### Work instructions
Return every entry exactly as written, with the pictures removed.

(Collected data)
☆ ☆ ☆ ☆ ☆ ☆ ☆

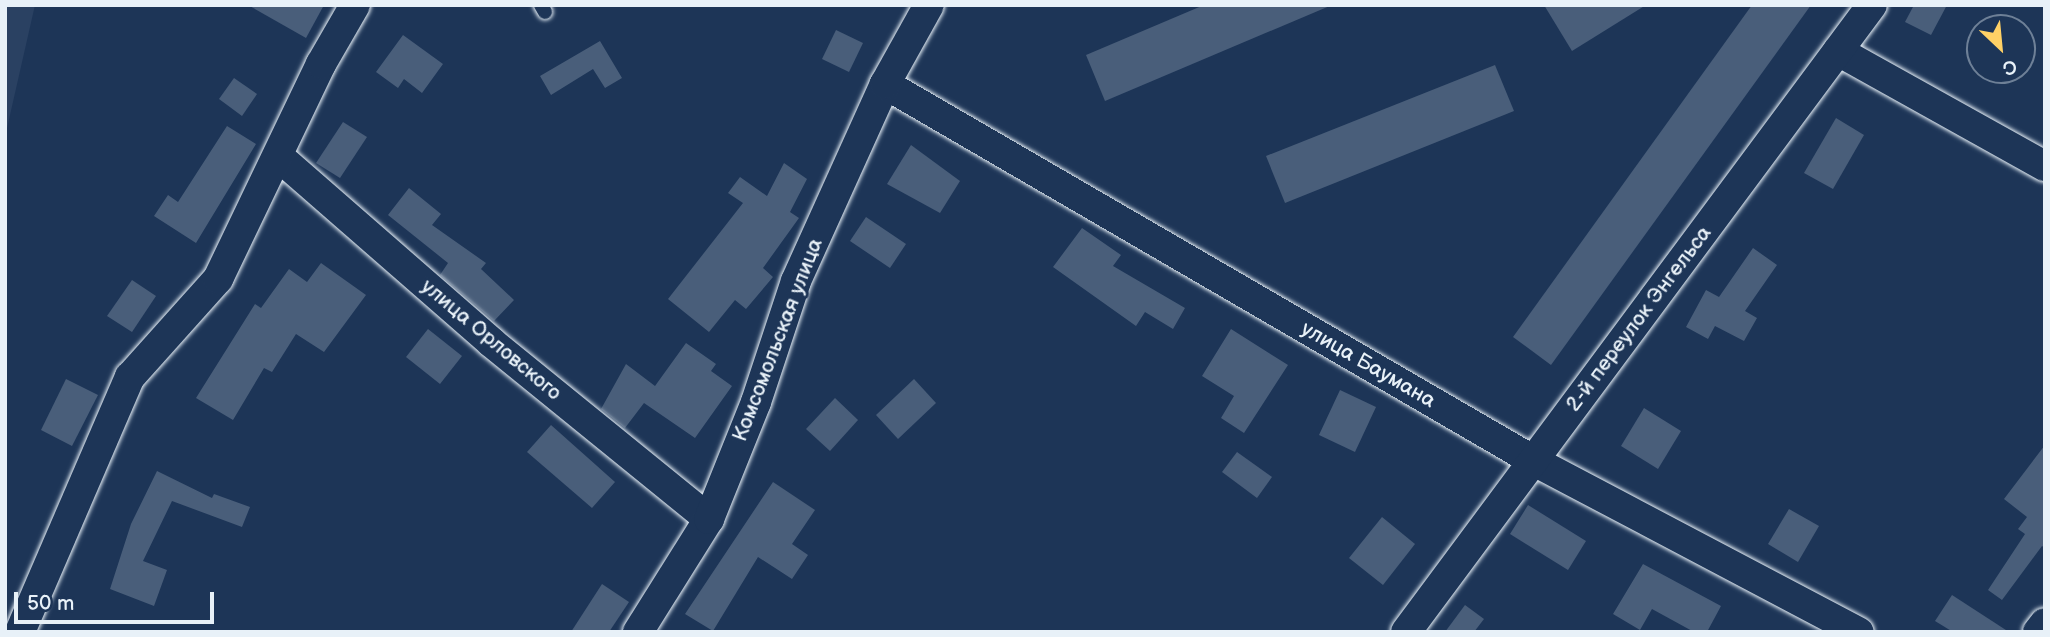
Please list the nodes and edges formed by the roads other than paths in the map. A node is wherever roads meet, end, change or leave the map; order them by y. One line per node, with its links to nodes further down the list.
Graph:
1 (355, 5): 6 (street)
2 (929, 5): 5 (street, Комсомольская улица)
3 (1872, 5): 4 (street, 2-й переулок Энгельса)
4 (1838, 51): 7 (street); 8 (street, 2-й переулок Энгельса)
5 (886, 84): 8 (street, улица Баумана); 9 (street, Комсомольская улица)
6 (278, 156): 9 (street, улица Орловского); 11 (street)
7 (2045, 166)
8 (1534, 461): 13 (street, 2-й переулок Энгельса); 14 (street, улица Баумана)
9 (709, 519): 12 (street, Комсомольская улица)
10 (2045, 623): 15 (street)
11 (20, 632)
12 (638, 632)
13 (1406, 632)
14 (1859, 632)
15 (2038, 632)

☆ ☆ ☆ ☆ ☆ ☆ ☆

### Answer for this exercise
Please list the nodes and edges formed by the roads other than paths in the map. A node is wherever roads meet, end, change or leave the map; order them by y. One line per node, with its links to nodes further down the list.
Graph:
1 (355, 5): 6 (street)
2 (929, 5): 5 (street, Комсомольская улица)
3 (1872, 5): 4 (street, 2-й переулок Энгельса)
4 (1838, 51): 7 (street); 8 (street, 2-й переулок Энгельса)
5 (886, 84): 8 (street, улица Баумана); 9 (street, Комсомольская улица)
6 (278, 156): 9 (street, улица Орловского); 11 (street)
7 (2045, 166)
8 (1534, 461): 13 (street, 2-й переулок Энгельса); 14 (street, улица Баумана)
9 (709, 519): 12 (street, Комсомольская улица)
10 (2045, 623): 15 (street)
11 (20, 632)
12 (638, 632)
13 (1406, 632)
14 (1859, 632)
15 (2038, 632)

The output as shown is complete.